The dimensions of cross-cultural orientations courtesy of Trompennars and Hampden-Turner

1. The first dimensions of Trompennars and Hampden-Turner are the universalism versus particularism debates. These imply the observance of cultural values which can be most easily differentiated are in the realms of degree of rules and laws creation and abiding, versus the degree to which exceptionals and unique circumstances may be linked which undermine them.

2. Next the latitudes of individualism versus communitarianism implicate the degrees to which personal freedoms and competitiveness may be measured in concert with their polar cooperative and responsibility to group values.

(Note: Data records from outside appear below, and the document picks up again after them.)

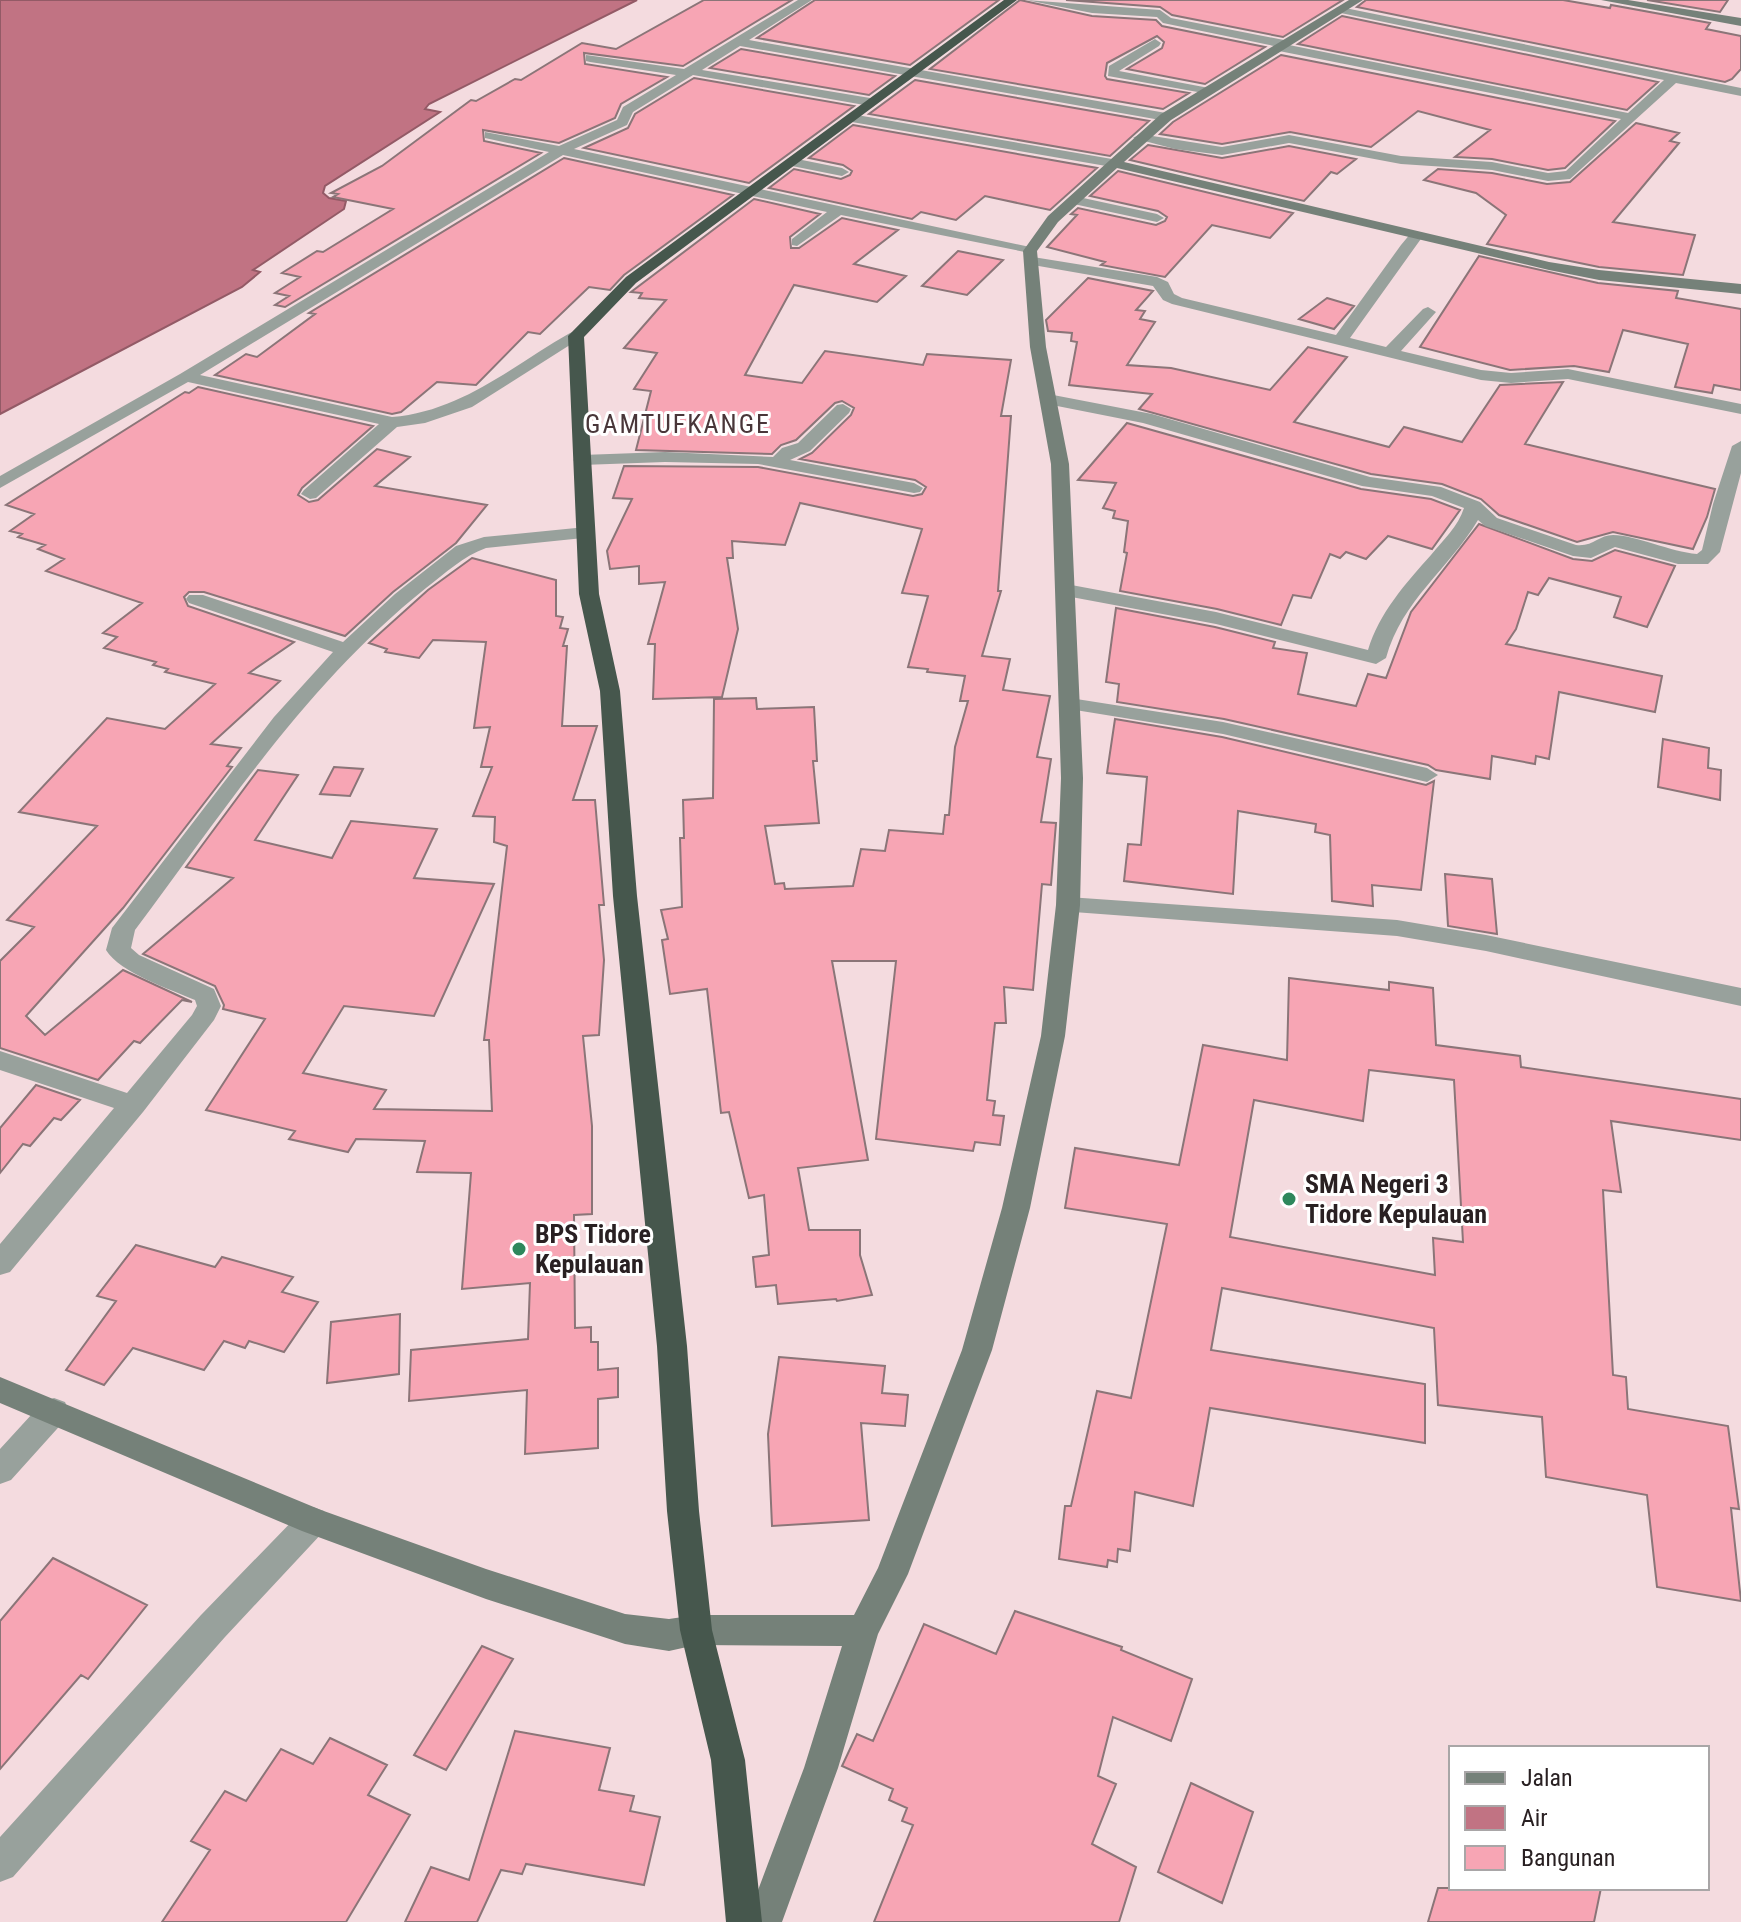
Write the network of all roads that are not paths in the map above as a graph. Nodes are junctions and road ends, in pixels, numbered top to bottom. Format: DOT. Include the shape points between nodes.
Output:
graph roads {
  1 [pos="806,0"];
  2 [pos="1011,0"];
  3 [pos="1032,0"];
  4 [pos="1607,0"];
  5 [pos="1168,3"];
  6 [pos="1160,14"];
  7 [pos="1339,15"];
  8 [pos="1741,22"];
  9 [pos="739,42"];
  10 [pos="1155,43"];
  11 [pos="1281,45"];
  12 [pos="590,58"];
  13 [pos="911,71"];
  14 [pos="687,72"];
  15 [pos="1674,78"];
  16 [pos="1205,91"];
  17 [pos="1741,92"];
  18 [pos="870,102"];
  19 [pos="1166,117"];
  20 [pos="1629,117"];
  21 [pos="851,118"];
  22 [pos="490,135"];
  23 [pos="1140,138"];
  24 [pos="561,150"];
  25 [pos="792,162"];
  26 [pos="1112,163"];
  27 [pos="842,172"];
  28 [pos="753,191"];
  29 [pos="1074,200"];
  30 [pos="838,210"];
  31 [pos="1157,218"];
  32 [pos="1416,236"];
  33 [pos="797,242"];
  34 [pos="1032,256"];
  35 [pos="1741,289"];
  36 [pos="1428,312"];
  37 [pos="576,336"];
  38 [pos="1341,339"];
  39 [pos="1389,354"];
  40 [pos="186,377"];
  41 [pos="1048,399"];
  42 [pos="843,409"];
  43 [pos="1741,409"];
  44 [pos="392,422"];
  45 [pos="1741,446"];
  46 [pos="582,460"];
  47 [pos="778,462"];
  48 [pos="0,483"];
  49 [pos="914,488"];
  50 [pos="310,494"];
  51 [pos="1474,506"];
  52 [pos="586,533"];
  53 [pos="1066,590"];
  54 [pos="196,599"];
  55 [pos="346,650"];
  56 [pos="1070,704"];
  57 [pos="1427,775"];
  58 [pos="1068,905"];
  59 [pos="1741,997"];
  60 [pos="0,1060"];
  61 [pos="134,1105"];
  62 [pos="0,1264"];
  63 [pos="0,1390"];
  64 [pos="54,1411"];
  65 [pos="0,1470"];
  66 [pos="313,1521"];
  67 [pos="696,1630"];
  68 [pos="863,1631"];
  69 [pos="0,1864"];
  70 [pos="744,1922"];
  71 [pos="764,1922"];
  1 -- 9 [label="street"];
  2 -- 13 [label="highway"];
  3 -- 6 [label="street"];
  4 -- 8 [label="street"];
  5 -- 6 [label="street"];
  6 -- 11 [label="street" via="1167,21"];
  7 -- 11 [label="street"];
  7 -- 15 [label="street"];
  9 -- 13 [label="street"];
  9 -- 14 [label="street"];
  10 -- 16 [label="street" via="1112,73"];
  11 -- 16 [label="street"];
  11 -- 20 [label="street"];
  12 -- 14 [label="street"];
  13 -- 18 [label="highway"];
  13 -- 19 [label="street"];
  14 -- 18 [label="street"];
  14 -- 24 [label="street" via="628,110 622,122"];
  15 -- 17 [label="street"];
  15 -- 20 [label="street"];
  16 -- 19 [label="street"];
  18 -- 21 [label="highway"];
  19 -- 23 [label="street"];
  20 -- 23 [label="street" via="1575,171 1557,177 1401,160 1289,139 1222,151"];
  21 -- 25 [label="highway"];
  21 -- 26 [label="street"];
  22 -- 24 [label="street"];
  23 -- 26 [label="street"];
  24 -- 28 [label="street"];
  24 -- 40 [label="street"];
  25 -- 27 [label="street"];
  25 -- 28 [label="highway"];
  26 -- 29 [label="street"];
  26 -- 32 [label="street"];
  28 -- 30 [label="street"];
  28 -- 37 [label="highway" via="631,280"];
  29 -- 31 [label="street"];
  29 -- 34 [label="street" via="1042,231"];
  30 -- 33 [label="street"];
  30 -- 34 [label="street"];
  32 -- 35 [label="street" via="1599,275"];
  32 -- 38 [label="street"];
  34 -- 38 [label="street" via="1157,282 1177,301"];
  34 -- 41 [label="street" via="1038,347"];
  36 -- 39 [label="street"];
  37 -- 44 [label="street" via="466,406 412,422"];
  37 -- 46 [label="highway"];
  38 -- 39 [label="street"];
  39 -- 43 [label="street" via="1496,378 1553,373 1588,377"];
  40 -- 44 [label="street"];
  40 -- 48 [label="street"];
  41 -- 51 [label="street" via="1146,418 1368,482 1435,491"];
  41 -- 53 [label="street" via="1060,464"];
  42 -- 47 [label="street" via="804,447"];
  44 -- 50 [label="street"];
  45 -- 51 [label="street" via="1711,552 1701,560 1613,541 1591,552 1573,550 1491,522"];
  46 -- 47 [label="street" via="712,457"];
  46 -- 52 [label="highway"];
  47 -- 49 [label="street"];
  51 -- 53 [label="street" via="1469,525 1416,583 1380,637 1376,658 1229,620"];
  52 -- 55 [label="street" via="484,543 463,550"];
  52 -- 67 [label="highway" via="589,594 610,691"];
  53 -- 56 [label="street"];
  54 -- 55 [label="street"];
  55 -- 61 [label="street" via="281,721 124,928 118,950 205,995 209,1006"];
  56 -- 57 [label="street" via="1223,728"];
  56 -- 58 [label="street"];
  58 -- 59 [label="street" via="1397,928"];
  58 -- 68 [label="street" via="1053,1036 1016,1208 977,1350 892,1574"];
  60 -- 61 [label="street"];
  61 -- 62 [label="street"];
  63 -- 64 [label="street"];
  64 -- 65 [label="street"];
  64 -- 66 [label="street"];
  66 -- 67 [label="street" via="625,1629 669,1635"];
  66 -- 69 [label="street"];
  67 -- 68 [label="street"];
  67 -- 70 [label="highway" via="728,1760"];
  68 -- 71 [label="street" via="821,1768"];
}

3. Further the debate includes the tug of war between specificity or analytical/objective values versus diffusiveness or relational or holistic values.

4. The variations between ascribed and achieved status are also measured.

5. The polarity of inner versus outer directiveness are also analyzed.

6. Time sequence in sequential versus synchronous time events are also considered.

A benefit to the reader of such orientations must remain simply to be open to learning more about how one individually relates to each. That each dynamic exists to some extent in every blueprint for cultural evolution in our world of highly defined cultures is an interesting first step to learning about how one may profit from the exercise of such self-analysis. However, the more one reads dynamically, diffusively, and dimensionally, hopefully, the more one realizes that the purposes and intent of originators of such concepts, namely that of peaceable cultural exchange, for its own intangible value, has been overtaken by a business-motivated imperative, to the peacable alignment of global cultures enveloped by corporate objectives, which increasingly appears to implicate the moulding of cultures above and beyond the boundaries of which any mere shop-keeper or entrepreneur should be ethically permitted to require or demand of any status quo, a modern status quo which appears only more efficently incapable of observing what did go before, specifically absent appears to be an intrinsic understanding of the organic dimensions of cultures as they existed for millennia before the free market capitalization of free flowing capital markets.

Which makes possible emasculation of cultural values by MNCs a fair bit easier and altogether impossible to trace.